ブッシュとともに去りぬ、(福田辞任解散劇、その11)

 オバマ氏がアメリカの次期大統領に確定した。この数日間、ほとんど衛星放送の外国ニュースばかり見ていたが、キャスターや解説者の興奮ぶりがもの凄かった。まるでアメリカに「革命」が起ったようなはしゃぎぶりだ。無理もない。それほどブッシュ大統領の8年間が酷かったのだ。

 マスメディアは本能的にセンセーショナリズムを好む。オリンピックでは金メダルを取らないと注目されないし、芸能界やプロスポーツでは見るも不愉快な悪役(ヒール)が英雄気取りで持ち上げられる。ブッシュ大統領の前でエルビス・プレスリーの道化役を演じて見せた小泉元首相が、空前の人気を誇ったのはそれほど昔のことではない。それが現在ではもうすっかり「過去の人」なのだ。こんな超短期サイクルで政治や首長の評価が変わっていいのか。
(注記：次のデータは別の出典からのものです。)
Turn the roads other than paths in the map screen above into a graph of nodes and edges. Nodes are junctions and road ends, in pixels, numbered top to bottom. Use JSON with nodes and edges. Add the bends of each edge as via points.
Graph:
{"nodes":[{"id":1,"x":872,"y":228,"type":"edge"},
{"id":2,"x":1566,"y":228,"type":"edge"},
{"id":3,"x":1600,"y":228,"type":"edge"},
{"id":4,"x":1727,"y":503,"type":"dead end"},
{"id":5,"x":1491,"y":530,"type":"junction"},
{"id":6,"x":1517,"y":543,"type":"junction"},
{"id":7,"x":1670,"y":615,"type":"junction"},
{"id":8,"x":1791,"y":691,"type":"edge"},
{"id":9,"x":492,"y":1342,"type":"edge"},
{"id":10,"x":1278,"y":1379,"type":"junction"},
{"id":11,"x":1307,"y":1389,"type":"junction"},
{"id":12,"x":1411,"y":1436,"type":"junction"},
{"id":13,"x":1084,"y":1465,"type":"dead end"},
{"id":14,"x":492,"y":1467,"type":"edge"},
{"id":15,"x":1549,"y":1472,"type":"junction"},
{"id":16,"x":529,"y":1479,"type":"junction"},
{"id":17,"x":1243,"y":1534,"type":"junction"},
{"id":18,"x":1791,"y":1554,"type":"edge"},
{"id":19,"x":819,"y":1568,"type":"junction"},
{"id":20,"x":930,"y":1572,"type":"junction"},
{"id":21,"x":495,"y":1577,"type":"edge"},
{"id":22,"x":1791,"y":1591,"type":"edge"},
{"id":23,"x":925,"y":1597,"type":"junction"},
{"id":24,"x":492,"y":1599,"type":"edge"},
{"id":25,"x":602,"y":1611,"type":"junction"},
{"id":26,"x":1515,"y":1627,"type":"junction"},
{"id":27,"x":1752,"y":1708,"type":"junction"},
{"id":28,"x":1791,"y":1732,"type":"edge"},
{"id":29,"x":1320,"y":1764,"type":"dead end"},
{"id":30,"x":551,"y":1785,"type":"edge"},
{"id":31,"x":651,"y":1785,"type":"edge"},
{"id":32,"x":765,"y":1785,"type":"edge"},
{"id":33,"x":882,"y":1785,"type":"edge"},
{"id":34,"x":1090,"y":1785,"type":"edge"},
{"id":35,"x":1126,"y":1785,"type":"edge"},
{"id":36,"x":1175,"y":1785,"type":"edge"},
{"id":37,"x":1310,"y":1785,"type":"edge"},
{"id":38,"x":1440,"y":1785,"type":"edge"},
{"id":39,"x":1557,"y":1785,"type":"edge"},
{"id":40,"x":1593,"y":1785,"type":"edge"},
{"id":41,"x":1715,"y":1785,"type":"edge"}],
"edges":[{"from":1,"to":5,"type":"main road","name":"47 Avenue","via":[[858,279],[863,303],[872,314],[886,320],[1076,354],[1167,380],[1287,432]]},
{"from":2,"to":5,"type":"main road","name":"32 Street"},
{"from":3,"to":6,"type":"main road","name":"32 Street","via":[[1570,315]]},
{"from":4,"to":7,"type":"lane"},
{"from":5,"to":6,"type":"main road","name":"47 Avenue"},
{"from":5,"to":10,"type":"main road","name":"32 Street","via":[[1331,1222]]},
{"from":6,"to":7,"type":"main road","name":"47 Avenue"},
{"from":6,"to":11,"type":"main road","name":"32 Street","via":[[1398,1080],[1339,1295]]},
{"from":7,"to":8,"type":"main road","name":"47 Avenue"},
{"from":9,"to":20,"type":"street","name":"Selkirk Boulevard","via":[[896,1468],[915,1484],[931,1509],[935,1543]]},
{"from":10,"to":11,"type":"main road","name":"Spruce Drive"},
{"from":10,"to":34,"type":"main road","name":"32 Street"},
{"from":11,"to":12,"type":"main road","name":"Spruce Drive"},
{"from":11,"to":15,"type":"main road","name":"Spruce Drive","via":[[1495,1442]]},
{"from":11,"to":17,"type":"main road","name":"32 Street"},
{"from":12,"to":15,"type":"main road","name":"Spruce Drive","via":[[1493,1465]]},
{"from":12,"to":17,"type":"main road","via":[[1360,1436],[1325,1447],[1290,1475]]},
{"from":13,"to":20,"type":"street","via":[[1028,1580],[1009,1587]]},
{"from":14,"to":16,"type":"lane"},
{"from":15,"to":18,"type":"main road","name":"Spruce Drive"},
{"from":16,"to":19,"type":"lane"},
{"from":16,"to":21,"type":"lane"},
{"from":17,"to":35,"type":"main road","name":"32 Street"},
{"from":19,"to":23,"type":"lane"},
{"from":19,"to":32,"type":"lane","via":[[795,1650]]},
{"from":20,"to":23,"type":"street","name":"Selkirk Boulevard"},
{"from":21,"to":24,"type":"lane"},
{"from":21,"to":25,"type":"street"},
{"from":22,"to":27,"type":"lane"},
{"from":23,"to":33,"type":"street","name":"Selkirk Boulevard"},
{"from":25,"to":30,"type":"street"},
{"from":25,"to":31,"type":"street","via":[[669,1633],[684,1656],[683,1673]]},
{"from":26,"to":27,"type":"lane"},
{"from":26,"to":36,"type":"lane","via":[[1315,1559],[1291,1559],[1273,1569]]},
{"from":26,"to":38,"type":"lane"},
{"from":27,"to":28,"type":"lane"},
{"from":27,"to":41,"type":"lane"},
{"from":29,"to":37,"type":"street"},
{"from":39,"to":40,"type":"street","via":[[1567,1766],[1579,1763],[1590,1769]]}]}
 ブッシュ大統領や小泉元首相の在任中はさしたる批判や評価を口にしなかった「識者」たちが、次のステージへの移行が確実になると、今度は素早く「新しい舟」に乗り換えはじめている。小泉政権外交政策についての首相補佐官を務め、本来は日本のイラク戦争協力に対して政治責任を追及されるべき立場にある元外務官僚が、ブッシュ大統領の8年間を「やらなくていい戦争(アフガニスタンイラク)で約4千人の米兵を死なせた」、「ひとつの都市(ニューオーリンズ)を水害で消失させた」、「ウオールストリートに何の制限も加えず、クリントン政権の財政黒字を1兆ドル赤字にした」、「米国の地位が世界の中におとしめられ、国内もかってなく分裂した」と、評論家よろしくまるで他人事のようにこき下ろしている。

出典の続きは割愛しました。